Dichiarazione di Riccardo Magi e Alessandro Capriccioli, rispettivamente segretario di Radicali Italiani e Radicali Roma: 
 
Quello compiuto oggi con la decisione del Cda dell'Atac di chiedere il concordato preventivo non è, come afferma Simioni, "il primo passo concreto per il risanamento e rilancio della società". Al contrario, si tratta dell'ennesimo tentativo di tenere in vita artificialmente per qualche anno una realtà che è di fatto fallita da tempo. Il tutto, naturalmente, a discapito dei cittadini, che in nome della supposta necessità di salvare un'azienda si ritroveranno nuovamente a dover scontare un servizio che da inefficiente è ormai diventato in pratica inesistente.

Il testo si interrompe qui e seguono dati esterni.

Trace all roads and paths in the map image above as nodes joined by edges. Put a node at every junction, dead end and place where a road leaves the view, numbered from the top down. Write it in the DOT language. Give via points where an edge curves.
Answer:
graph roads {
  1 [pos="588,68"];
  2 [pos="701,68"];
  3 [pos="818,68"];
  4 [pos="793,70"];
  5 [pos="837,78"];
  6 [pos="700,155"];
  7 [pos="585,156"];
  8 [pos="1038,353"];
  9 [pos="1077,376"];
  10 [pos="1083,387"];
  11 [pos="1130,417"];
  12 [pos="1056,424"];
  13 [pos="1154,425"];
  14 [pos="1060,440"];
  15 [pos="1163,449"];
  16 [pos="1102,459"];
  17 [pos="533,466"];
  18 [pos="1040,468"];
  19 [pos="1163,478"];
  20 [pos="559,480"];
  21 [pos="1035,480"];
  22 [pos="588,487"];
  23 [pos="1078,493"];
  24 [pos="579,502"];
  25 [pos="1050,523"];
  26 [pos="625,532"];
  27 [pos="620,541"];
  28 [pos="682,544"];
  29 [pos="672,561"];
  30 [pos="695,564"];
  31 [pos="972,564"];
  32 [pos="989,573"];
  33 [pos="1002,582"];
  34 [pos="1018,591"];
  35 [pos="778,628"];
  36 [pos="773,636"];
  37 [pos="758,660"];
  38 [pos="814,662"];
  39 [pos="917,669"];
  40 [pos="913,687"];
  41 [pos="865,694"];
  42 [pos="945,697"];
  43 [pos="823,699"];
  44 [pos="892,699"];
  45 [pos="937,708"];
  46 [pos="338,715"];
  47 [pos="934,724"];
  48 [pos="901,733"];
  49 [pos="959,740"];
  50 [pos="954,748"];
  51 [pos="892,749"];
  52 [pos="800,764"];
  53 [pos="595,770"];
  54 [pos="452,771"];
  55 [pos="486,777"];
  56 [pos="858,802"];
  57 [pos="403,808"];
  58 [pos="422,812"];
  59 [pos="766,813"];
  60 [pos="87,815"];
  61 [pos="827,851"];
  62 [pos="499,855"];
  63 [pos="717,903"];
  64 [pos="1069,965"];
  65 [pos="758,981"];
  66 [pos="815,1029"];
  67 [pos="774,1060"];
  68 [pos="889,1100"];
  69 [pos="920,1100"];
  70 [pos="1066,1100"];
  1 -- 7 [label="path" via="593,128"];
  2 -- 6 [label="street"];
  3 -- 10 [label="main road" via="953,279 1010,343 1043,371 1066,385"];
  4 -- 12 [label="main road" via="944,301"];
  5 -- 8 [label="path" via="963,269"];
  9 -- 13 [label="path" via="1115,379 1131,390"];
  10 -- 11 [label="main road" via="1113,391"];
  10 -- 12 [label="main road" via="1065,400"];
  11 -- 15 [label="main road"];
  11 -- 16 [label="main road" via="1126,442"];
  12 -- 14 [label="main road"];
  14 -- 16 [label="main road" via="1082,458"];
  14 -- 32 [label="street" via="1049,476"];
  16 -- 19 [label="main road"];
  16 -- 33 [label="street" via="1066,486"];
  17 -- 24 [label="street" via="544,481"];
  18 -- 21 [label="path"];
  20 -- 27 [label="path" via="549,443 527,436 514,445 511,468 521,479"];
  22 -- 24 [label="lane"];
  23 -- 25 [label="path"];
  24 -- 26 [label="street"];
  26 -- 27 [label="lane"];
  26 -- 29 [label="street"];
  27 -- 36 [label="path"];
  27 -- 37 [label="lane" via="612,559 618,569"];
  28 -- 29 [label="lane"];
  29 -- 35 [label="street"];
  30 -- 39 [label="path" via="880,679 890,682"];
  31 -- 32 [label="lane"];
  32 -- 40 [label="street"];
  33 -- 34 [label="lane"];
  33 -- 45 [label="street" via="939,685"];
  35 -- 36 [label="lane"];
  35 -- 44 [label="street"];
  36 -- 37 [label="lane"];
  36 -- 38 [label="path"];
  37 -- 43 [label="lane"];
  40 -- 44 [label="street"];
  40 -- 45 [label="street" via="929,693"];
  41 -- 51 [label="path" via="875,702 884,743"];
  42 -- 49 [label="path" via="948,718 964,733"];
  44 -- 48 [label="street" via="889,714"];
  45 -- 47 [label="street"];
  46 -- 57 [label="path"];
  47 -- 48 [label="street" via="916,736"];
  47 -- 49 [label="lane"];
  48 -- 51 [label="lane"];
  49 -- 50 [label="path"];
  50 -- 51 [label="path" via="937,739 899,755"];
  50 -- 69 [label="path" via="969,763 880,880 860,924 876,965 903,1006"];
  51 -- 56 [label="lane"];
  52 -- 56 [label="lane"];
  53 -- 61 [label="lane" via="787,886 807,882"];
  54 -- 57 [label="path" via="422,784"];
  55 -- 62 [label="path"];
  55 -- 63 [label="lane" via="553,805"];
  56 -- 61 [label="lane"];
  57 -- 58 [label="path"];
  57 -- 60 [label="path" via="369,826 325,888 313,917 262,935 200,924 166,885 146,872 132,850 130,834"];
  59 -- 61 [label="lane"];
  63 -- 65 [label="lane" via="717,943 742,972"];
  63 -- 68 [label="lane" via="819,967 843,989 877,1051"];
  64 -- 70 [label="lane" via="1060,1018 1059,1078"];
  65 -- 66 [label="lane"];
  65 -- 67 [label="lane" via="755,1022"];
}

L'unica soluzione ragionevole a questo intollerabile stato di cose, l'unica alternativa alle consuete pratiche di finto salvataggio e alle privatizzazioni occulte, rimane quanto proposto dal nostro referendum e sottoscritto da 33mila cittadini romani, che dovrà essere indetto dalla Sindaca per la prossima primavera: l'apertura alla concorrenza e la messa a gara del servizio, che garantirebbe ai trasporti della capitale un salto di qualità atteso da troppo tempo.
Tutto il resto è finalizzato solo a prendere tempo, ad accrescere il problema e quindi a doverlo affrontare quando sarà, se possibile, ancora più grave.